Estas capacidades son el sustento de los sistemas de alerta, pero también son la base para el desarrollo de la tercera dimensión clave, que es el desarrollo de nuevas políticas de gestión del territorio y de nuevos y más eficientes instrumentos para administrar el riesgo residual del sistema.

Estas políticas deben considerar cuestiones tales como transferencia de los riesgos climáticos a terceros, por ejemplo mediante el desarrollo de seguros y derivados financieros, la adaptación del territorio y sus usos a los reales perfiles de riesgo distribuido, y la generación de sistemas de regulación frente a excesos y déficits que limite los impactos.

El resultado global debe ser el de dar mayor certeza, crear incentivos para que las decisiones de todos los actores contribuyan a disminuir el riesgo frente a los extremos hídricos y climáticos y disponer de las capacidades de asistencia para actuar en las emergencias. Estas capacidades también deben ser consideradas necesarias porque son la base para poder generar riqueza y competitividad en el largo plazo.

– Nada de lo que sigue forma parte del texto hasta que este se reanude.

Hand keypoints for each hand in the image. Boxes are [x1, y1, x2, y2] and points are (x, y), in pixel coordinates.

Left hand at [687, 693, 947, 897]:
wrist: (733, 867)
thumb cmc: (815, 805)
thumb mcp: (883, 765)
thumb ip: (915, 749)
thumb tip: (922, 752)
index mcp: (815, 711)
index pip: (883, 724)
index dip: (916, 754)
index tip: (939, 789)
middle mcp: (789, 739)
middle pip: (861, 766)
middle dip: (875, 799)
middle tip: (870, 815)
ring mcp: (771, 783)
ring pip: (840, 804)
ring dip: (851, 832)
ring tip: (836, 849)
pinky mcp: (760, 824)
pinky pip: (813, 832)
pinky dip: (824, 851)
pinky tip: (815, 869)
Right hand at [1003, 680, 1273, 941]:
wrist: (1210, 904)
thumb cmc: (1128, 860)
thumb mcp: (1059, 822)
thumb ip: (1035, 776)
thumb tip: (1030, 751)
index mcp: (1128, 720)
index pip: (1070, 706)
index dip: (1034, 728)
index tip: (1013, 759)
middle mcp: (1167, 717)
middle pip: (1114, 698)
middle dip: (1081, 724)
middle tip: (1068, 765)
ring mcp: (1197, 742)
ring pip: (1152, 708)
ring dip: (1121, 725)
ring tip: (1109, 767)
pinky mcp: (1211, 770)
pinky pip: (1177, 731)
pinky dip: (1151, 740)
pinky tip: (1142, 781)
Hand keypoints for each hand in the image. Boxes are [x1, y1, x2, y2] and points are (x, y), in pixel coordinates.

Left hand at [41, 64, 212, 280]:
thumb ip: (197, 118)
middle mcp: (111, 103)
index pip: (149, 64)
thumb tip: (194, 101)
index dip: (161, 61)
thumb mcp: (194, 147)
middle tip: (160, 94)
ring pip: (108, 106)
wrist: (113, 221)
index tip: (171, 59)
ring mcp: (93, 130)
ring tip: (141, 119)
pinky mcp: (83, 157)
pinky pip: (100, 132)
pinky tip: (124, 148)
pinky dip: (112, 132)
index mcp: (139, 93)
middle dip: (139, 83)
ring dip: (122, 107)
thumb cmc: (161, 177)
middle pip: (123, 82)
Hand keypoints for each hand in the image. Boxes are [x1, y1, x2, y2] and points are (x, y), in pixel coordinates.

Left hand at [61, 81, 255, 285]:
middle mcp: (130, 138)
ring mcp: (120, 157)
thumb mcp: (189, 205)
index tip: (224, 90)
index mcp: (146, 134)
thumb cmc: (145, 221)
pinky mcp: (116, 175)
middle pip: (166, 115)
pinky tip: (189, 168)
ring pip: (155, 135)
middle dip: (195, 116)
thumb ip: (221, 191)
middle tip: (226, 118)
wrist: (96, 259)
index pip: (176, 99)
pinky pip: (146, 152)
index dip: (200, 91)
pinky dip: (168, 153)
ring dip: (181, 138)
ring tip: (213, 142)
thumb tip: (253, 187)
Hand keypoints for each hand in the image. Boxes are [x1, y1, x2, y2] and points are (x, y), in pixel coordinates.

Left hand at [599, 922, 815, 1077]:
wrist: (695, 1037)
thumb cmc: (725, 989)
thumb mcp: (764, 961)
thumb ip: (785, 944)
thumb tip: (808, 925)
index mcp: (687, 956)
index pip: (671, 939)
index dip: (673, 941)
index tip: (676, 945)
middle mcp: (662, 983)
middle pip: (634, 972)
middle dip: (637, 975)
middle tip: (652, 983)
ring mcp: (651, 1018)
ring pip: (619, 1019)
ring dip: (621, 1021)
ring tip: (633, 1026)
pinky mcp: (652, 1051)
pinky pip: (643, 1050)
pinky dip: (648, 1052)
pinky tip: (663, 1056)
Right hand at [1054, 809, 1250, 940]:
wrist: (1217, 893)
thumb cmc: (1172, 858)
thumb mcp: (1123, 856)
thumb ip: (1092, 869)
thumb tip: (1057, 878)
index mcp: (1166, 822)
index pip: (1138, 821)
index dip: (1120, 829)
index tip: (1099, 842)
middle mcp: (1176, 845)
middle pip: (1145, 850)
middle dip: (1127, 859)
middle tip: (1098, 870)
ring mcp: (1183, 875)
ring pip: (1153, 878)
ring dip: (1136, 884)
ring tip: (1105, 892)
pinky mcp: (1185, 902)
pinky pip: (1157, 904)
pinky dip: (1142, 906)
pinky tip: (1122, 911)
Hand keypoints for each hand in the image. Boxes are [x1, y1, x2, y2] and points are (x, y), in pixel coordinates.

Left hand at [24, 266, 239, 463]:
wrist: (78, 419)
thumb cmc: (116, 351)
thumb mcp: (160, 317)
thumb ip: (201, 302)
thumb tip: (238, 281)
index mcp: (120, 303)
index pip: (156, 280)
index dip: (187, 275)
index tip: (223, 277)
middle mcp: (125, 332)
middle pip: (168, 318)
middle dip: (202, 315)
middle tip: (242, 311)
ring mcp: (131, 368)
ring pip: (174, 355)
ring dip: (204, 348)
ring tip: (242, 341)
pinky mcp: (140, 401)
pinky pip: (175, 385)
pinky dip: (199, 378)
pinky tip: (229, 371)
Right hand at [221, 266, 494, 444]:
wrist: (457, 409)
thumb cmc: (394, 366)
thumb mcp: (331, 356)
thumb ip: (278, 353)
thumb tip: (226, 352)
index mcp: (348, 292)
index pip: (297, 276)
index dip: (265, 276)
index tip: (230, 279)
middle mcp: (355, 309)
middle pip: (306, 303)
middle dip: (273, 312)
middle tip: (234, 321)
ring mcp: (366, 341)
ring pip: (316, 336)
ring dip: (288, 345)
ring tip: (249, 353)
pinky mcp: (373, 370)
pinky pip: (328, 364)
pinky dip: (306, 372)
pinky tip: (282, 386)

Estas características definen un territorio inteligente. En este caso, como en otros casos de desarrollo de infraestructura básica y productiva tales como el transporte y la movilidad, la energía o las comunicaciones, se trata de generar políticas y estrategias público-privadas que lleven a crear riqueza y no a consumirla.

De eso se trata el verdadero desarrollo sostenible de los próximos años. Debemos generar estrategias y políticas que promuevan la riqueza sobre la base de una relación inteligente con el medioambiente.